→ Brief:
I'd like the entire listing output verbatim, apart from the pictures.

→ Record set:
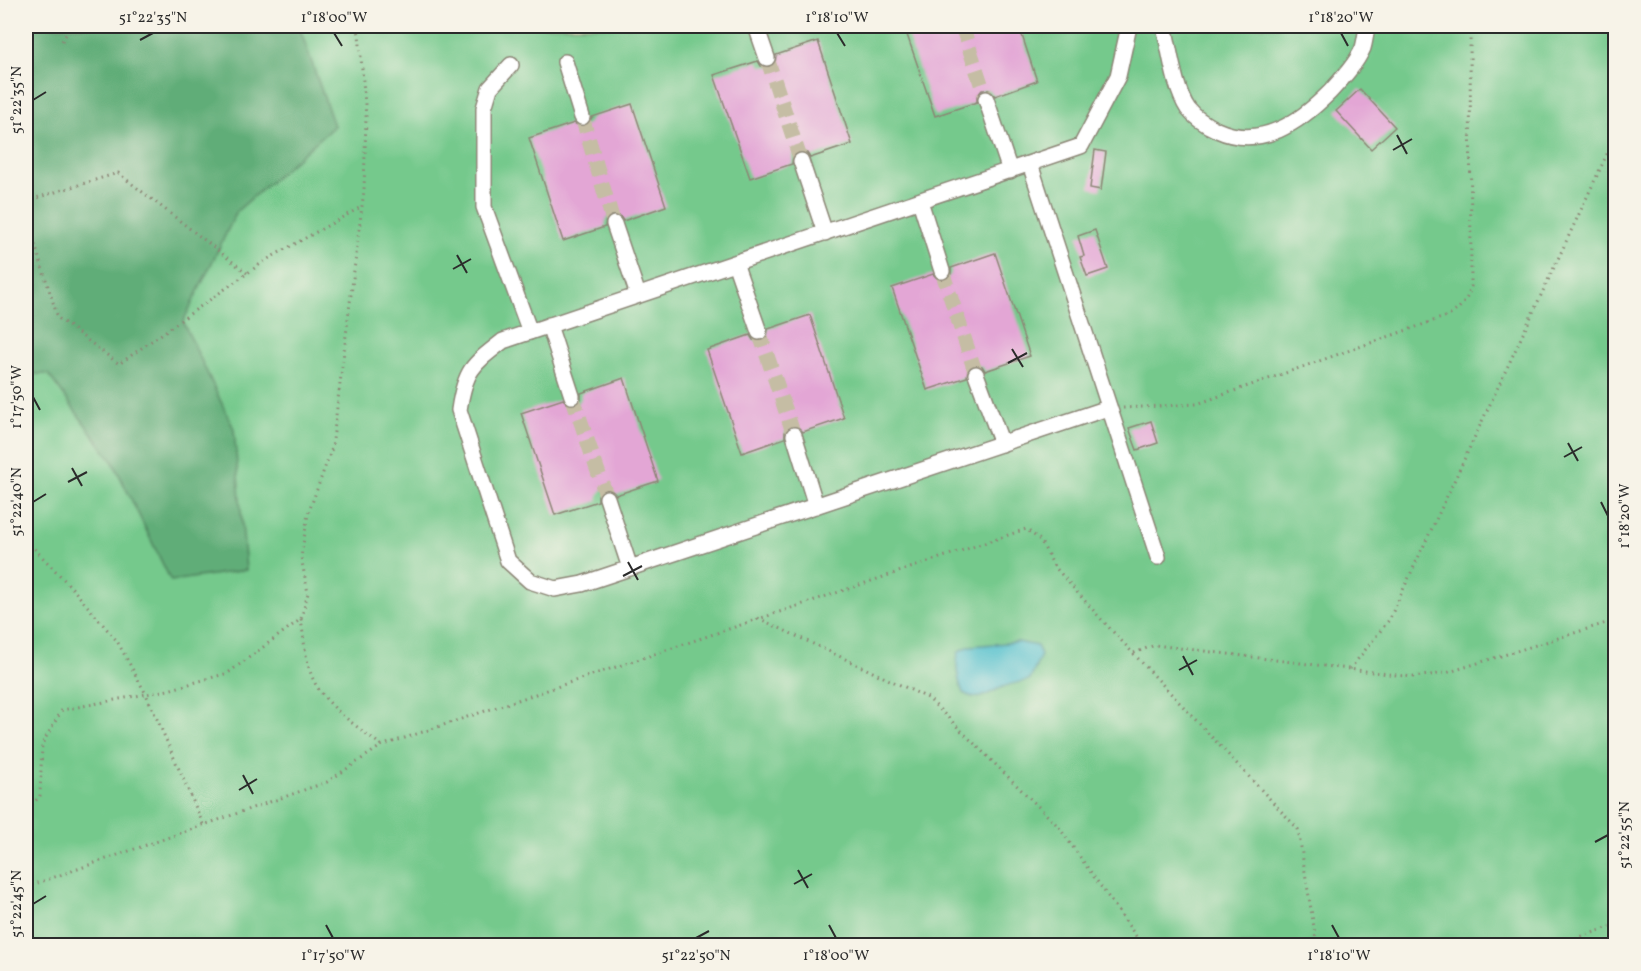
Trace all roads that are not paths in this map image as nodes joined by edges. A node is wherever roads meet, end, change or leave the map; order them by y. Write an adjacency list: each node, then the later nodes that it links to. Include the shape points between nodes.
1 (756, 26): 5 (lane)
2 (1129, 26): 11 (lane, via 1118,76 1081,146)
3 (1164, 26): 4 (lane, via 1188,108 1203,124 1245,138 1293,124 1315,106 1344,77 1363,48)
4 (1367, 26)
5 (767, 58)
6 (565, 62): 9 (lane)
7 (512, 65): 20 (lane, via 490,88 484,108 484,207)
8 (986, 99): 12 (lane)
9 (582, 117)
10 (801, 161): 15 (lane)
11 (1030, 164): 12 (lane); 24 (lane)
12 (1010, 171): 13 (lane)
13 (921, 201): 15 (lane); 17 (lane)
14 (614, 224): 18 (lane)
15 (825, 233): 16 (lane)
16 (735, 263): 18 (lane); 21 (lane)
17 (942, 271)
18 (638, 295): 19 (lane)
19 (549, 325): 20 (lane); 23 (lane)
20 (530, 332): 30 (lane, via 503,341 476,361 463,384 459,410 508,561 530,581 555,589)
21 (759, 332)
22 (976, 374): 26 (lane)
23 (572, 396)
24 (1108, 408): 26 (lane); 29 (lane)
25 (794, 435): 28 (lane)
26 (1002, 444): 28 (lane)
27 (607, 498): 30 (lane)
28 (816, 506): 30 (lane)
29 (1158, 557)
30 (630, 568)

→ Problem solution:
Trace all roads that are not paths in this map image as nodes joined by edges. A node is wherever roads meet, end, change or leave the map; order them by y. Write an adjacency list: each node, then the later nodes that it links to. Include the shape points between nodes.
1 (756, 26): 5 (lane)
2 (1129, 26): 11 (lane, via 1118,76 1081,146)
3 (1164, 26): 4 (lane, via 1188,108 1203,124 1245,138 1293,124 1315,106 1344,77 1363,48)
4 (1367, 26)
5 (767, 58)
6 (565, 62): 9 (lane)
7 (512, 65): 20 (lane, via 490,88 484,108 484,207)
8 (986, 99): 12 (lane)
9 (582, 117)
10 (801, 161): 15 (lane)
11 (1030, 164): 12 (lane); 24 (lane)
12 (1010, 171): 13 (lane)
13 (921, 201): 15 (lane); 17 (lane)
14 (614, 224): 18 (lane)
15 (825, 233): 16 (lane)
16 (735, 263): 18 (lane); 21 (lane)
17 (942, 271)
18 (638, 295): 19 (lane)
19 (549, 325): 20 (lane); 23 (lane)
20 (530, 332): 30 (lane, via 503,341 476,361 463,384 459,410 508,561 530,581 555,589)
21 (759, 332)
22 (976, 374): 26 (lane)
23 (572, 396)
24 (1108, 408): 26 (lane); 29 (lane)
25 (794, 435): 28 (lane)
26 (1002, 444): 28 (lane)
27 (607, 498): 30 (lane)
28 (816, 506): 30 (lane)
29 (1158, 557)
30 (630, 568)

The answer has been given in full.